The task: Could you please return each line of the data that has the word "中条田川線"?
Provided material Block Start
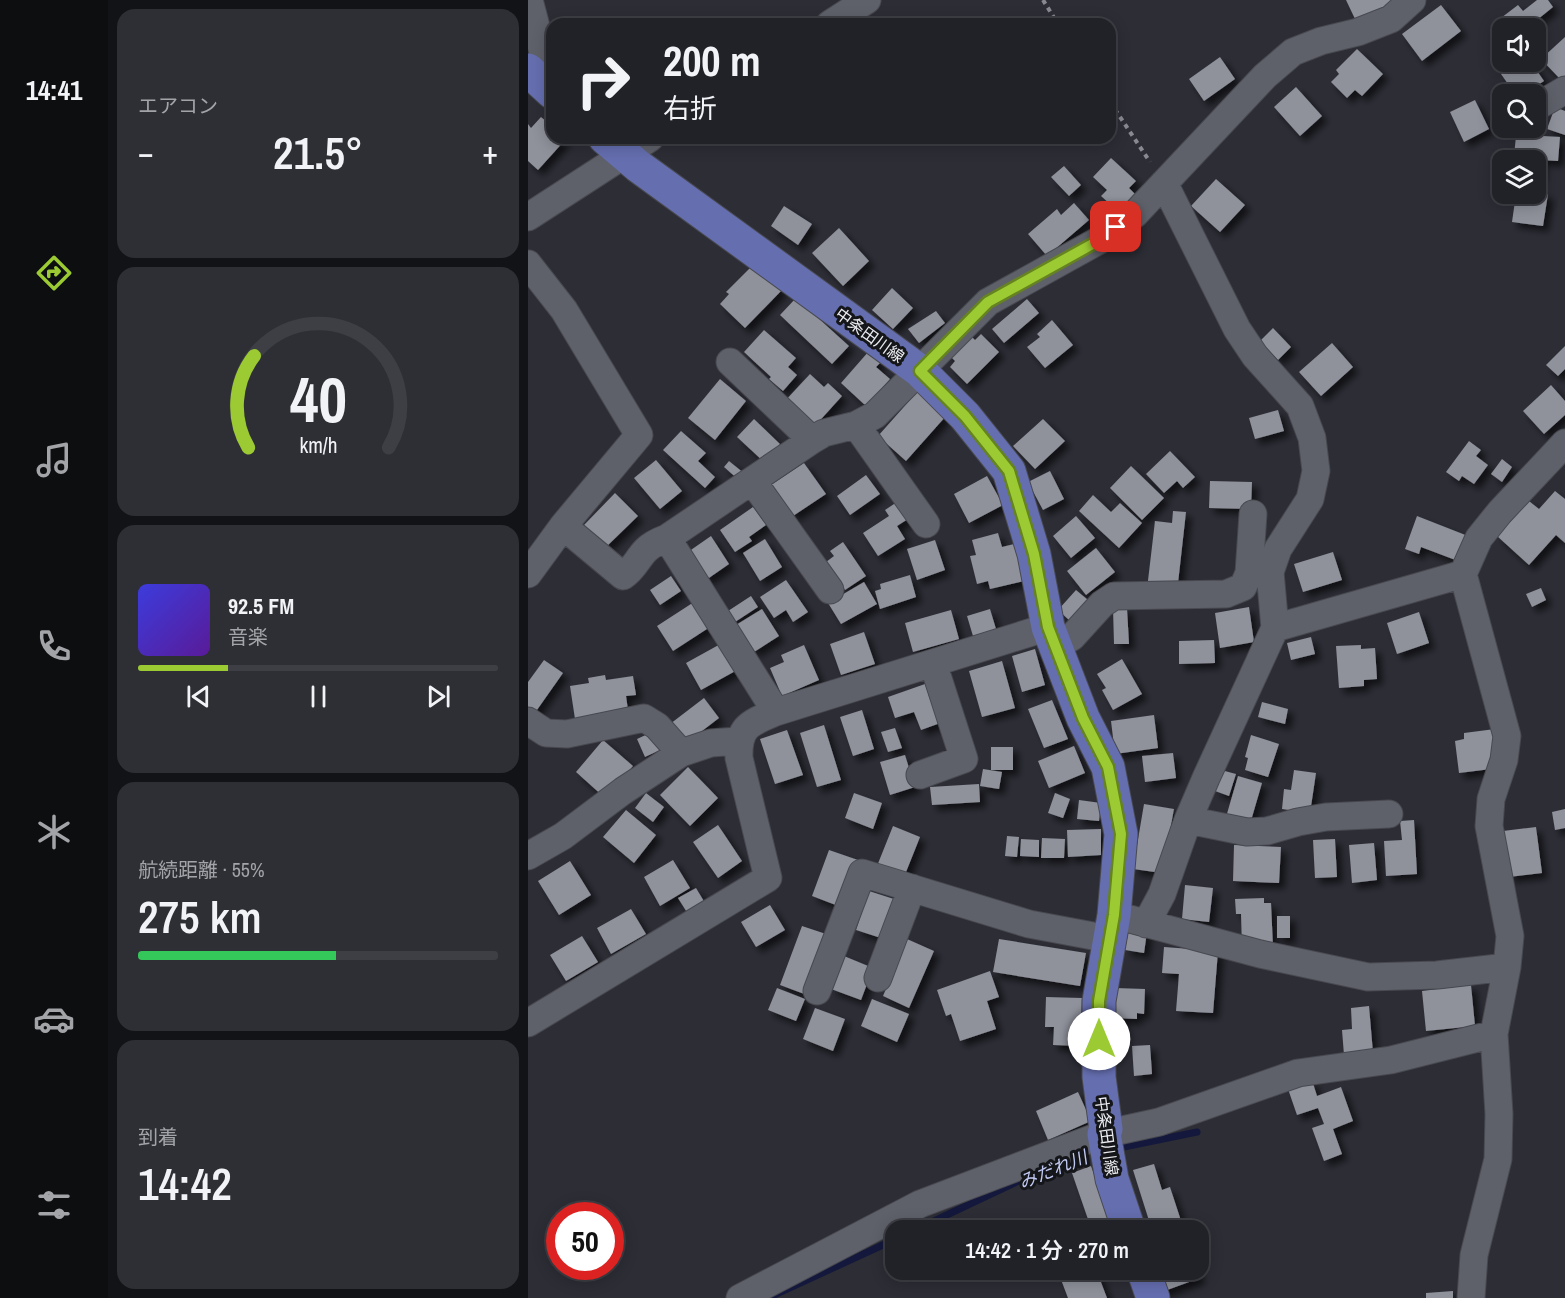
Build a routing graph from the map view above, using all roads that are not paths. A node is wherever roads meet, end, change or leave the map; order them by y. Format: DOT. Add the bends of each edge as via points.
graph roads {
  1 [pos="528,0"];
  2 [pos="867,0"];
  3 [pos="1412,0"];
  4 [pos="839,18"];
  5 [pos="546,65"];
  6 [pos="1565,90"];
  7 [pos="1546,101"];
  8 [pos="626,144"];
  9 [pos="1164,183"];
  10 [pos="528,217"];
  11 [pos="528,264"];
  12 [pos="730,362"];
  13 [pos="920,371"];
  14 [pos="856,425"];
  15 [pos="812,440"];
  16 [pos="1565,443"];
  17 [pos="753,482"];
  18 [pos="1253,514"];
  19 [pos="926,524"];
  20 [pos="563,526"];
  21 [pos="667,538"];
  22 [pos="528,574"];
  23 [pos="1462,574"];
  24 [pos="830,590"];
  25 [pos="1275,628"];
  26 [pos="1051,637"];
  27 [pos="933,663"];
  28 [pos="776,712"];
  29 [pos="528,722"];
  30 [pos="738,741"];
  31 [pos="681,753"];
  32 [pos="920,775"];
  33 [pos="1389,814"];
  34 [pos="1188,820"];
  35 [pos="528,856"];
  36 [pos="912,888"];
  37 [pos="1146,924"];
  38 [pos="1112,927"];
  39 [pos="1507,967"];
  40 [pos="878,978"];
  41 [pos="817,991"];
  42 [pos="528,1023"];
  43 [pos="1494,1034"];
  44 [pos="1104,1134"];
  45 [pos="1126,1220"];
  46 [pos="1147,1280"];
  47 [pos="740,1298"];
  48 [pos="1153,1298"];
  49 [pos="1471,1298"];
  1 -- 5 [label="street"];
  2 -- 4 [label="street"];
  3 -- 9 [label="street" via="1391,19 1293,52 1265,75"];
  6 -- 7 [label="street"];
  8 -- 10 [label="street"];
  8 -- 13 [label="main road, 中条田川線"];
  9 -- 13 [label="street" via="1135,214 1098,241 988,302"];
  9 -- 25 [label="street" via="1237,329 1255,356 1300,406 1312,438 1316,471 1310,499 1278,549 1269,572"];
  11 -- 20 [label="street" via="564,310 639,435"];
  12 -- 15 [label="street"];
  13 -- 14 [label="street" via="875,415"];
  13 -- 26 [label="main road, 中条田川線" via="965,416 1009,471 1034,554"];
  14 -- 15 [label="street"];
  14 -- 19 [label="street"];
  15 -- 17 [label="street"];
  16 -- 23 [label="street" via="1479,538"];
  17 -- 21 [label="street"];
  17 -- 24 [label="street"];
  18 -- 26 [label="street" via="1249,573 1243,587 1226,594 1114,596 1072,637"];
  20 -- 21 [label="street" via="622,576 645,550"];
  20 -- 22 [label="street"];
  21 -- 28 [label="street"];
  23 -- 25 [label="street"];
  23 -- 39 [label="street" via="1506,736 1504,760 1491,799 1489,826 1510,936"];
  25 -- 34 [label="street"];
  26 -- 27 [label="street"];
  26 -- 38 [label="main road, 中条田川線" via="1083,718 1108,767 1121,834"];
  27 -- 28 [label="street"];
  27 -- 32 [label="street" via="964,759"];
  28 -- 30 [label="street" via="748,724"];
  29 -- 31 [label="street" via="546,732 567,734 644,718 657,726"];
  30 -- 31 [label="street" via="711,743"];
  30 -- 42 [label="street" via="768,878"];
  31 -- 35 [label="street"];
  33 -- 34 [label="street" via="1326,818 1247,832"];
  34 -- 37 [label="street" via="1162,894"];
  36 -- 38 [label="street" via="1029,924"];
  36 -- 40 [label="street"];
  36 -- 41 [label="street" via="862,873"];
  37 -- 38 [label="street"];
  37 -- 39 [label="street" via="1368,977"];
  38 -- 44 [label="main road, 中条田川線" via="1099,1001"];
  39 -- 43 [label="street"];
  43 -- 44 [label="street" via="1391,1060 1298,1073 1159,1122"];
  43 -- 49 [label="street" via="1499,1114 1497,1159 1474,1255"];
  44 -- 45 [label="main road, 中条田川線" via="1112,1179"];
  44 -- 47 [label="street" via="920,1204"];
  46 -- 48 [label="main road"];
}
Provided material Block End
Result of this exercise:
  8 -- 13 [label="main road, 中条田川線"];
  13 -- 26 [label="main road, 中条田川線" via="965,416 1009,471 1034,554"];
  26 -- 38 [label="main road, 中条田川線" via="1083,718 1108,767 1121,834"];
  38 -- 44 [label="main road, 中条田川線" via="1099,1001"];
  44 -- 45 [label="main road, 中条田川線" via="1112,1179"];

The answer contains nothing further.